4. Consider the weight of the objections against it.

a.) “It is a human Popish invention.”

We deny it to be so; for we have given good scriptural grounds for it. We grant it is a part of the [Catholic] Liturgy and Mass Book. But this proves it not to be any worse than the Lord's Prayer and the Belief [ Scots term for the Apostles Creed], which are both in these evil books. True, the Brownists will teach you to express loathing [Scots scunder] at both; yet they will grant that many things in the Liturgy and Mass Book also, as the whole Book of Psalms, much of the Old and New Testament, is no more the worse for the standing in these evil places, then the sun beams for shining on a dunghill.

b.) It is objected again, that they challenge not the lawfulness of the use of it, but its frequent repetition.

1. This objection seems to be merely formal [Scots “fashional”, but OED gives this sense], for ask yourself if you can use it although never so rarely, you will find it is the lawfulness of the thing itself you deny, and not the frequent repetition of it only.

2. It is not oft repeated, since at most it is but once in one song.

3. There is so much instruction and edification and comfort in this short phrase, so clear expressions of the honour of the three persons, so evident demonstration of eternity, that the churches frequent repetition of it has not only the example of the Holy Ghost, who repeats similar weighty sentences, as the binding word of the Psalms. So in Ps. 107, the same clause is repeated four times [ actually, “steadfast love” appears six times] ; in Ps 118, the same words are repeated five times [ “His steadfast love endures forever “ ESV]; in Psalm 136 these same words are repeated 26 times. Not only, I say, the same sentences are repeated often by the Spirit of God, but the same sentence we are speaking of is, in these places cite , by the Apostles and Psalmist, very often repeated, sometimes in the middle, sometimes at the end of the discourse.
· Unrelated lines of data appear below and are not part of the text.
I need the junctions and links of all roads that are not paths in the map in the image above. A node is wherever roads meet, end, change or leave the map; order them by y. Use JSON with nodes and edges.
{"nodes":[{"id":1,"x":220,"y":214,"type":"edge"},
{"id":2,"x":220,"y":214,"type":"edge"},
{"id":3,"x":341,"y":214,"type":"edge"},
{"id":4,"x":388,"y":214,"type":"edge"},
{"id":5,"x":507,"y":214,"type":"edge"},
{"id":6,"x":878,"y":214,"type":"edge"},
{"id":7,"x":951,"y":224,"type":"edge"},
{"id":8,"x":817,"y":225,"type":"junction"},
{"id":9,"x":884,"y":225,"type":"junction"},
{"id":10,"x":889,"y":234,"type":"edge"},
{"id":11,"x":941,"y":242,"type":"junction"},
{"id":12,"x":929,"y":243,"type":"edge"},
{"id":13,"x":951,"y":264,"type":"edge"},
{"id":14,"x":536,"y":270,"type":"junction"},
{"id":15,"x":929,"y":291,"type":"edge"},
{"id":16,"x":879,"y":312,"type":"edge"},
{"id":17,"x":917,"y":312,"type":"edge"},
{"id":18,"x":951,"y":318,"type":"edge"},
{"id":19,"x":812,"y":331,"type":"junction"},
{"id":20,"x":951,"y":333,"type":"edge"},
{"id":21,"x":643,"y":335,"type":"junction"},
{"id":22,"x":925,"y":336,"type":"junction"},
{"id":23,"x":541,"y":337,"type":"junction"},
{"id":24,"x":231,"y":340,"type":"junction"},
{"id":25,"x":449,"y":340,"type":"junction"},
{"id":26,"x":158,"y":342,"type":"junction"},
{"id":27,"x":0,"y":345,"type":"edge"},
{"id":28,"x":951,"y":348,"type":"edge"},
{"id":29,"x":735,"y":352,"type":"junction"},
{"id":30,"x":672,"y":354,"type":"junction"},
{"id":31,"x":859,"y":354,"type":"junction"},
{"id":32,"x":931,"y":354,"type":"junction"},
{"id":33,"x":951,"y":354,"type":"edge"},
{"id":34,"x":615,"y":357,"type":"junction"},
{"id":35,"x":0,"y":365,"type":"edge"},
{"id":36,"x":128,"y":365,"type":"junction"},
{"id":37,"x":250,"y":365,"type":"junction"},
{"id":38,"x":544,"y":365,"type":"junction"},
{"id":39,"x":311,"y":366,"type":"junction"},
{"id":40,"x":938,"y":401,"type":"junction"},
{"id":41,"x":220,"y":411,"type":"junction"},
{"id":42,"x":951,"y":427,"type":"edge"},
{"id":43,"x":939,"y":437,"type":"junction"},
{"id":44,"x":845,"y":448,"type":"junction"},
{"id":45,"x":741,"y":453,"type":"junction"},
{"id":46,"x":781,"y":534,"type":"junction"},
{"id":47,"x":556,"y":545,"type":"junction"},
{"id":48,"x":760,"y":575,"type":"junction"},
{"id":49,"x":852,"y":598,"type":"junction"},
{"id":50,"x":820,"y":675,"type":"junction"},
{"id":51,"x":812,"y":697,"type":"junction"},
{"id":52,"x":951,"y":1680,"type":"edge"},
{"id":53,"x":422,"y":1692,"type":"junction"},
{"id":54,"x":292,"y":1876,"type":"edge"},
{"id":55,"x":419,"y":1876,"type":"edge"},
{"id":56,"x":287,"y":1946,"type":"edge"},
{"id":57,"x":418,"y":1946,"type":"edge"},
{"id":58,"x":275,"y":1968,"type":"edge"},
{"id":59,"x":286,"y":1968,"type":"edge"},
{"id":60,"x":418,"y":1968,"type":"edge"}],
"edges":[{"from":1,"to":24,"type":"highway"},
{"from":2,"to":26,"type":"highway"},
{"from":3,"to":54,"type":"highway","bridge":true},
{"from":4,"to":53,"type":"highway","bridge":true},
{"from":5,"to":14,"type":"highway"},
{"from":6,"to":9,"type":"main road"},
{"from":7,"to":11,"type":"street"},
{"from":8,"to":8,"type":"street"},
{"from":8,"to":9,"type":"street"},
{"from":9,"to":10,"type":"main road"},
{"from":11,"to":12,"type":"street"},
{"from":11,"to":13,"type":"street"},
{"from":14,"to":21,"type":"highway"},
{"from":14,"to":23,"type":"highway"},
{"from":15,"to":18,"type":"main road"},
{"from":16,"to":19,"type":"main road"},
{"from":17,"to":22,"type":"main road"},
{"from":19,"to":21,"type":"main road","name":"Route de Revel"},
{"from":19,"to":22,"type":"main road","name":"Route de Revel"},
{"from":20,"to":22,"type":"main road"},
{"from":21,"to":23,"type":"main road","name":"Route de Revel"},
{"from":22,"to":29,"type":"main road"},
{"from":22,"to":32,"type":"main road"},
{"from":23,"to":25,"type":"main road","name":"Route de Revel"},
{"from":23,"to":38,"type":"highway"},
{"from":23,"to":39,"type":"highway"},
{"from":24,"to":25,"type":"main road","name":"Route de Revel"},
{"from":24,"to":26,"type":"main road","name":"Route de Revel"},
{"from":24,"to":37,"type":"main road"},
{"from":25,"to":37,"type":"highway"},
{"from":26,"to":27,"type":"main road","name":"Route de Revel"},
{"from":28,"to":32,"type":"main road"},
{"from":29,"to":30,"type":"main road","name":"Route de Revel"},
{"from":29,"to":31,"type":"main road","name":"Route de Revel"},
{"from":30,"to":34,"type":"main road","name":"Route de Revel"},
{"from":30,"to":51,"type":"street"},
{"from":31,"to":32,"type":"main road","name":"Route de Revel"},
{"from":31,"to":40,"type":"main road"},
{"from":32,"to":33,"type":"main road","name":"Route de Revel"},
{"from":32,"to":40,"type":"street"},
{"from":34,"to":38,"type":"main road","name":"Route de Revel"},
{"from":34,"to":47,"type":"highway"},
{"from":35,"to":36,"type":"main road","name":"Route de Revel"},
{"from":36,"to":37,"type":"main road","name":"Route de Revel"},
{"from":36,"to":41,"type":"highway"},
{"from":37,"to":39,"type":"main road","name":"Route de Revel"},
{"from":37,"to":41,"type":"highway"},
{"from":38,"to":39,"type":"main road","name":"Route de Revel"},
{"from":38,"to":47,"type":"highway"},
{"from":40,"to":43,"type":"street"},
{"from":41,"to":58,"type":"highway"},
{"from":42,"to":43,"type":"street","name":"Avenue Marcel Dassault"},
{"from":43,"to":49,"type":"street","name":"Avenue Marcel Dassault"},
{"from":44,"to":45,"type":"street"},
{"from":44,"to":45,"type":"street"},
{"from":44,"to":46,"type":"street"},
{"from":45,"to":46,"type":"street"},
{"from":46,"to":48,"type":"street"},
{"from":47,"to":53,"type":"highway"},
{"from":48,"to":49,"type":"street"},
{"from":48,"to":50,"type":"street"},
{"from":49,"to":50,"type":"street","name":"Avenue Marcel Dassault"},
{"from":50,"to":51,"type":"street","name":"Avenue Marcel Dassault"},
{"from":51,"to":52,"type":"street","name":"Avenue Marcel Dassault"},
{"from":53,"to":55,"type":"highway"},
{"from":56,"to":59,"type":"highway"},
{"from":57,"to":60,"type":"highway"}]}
c.) They object that they may not be tied to the use of a thing indifferent.

1. This maxim may not be granted except it be well limited.

2. Will they have it a thing indifferent to give eternal glory to God?

3. There is no tie laid on you for the practice; but when it is left free to be used sometimes, and omitted sometimes, you to yourself with a perpetual abstinence, and with a superstitious fear of sin, whether the matter is lawful and not sinful, refuse ever that piece of worship as polluted.

But there is too much said of this matter. I earnestly exhort you in the name of God not to slight these things I have said, but as you would not continue to be an evil example to my flock, as you would not condemn the truth of God in my mouth, as you would not open the door of your hearts to many and dangerous novelties, return to your former practice and cheerfully join with me, your pastor, and the rest of the flock, to ascribe to the Father, Son, and Holy Ghost, that eternal praise which is due to his name."

MacMeeken further informs us that in calling these yeomen of his flock to account in the matter of the " Gloria Patri," Baillie was acting in entire accordance with the sentiments of such leading men as Henderson, Dickson, Rutherford, Gillespie, and Blair, who fully approved of, and defended the use of the Doxology.

It is unfortunate that the Scottish Commissioners as a group did not press their practice on the English Divines at Westminster in a desire that the Directory for Public Worship could be speedily produced and would not contain any enforced practices that the English Independent might object to. Ballie held his ground and did not support this concession.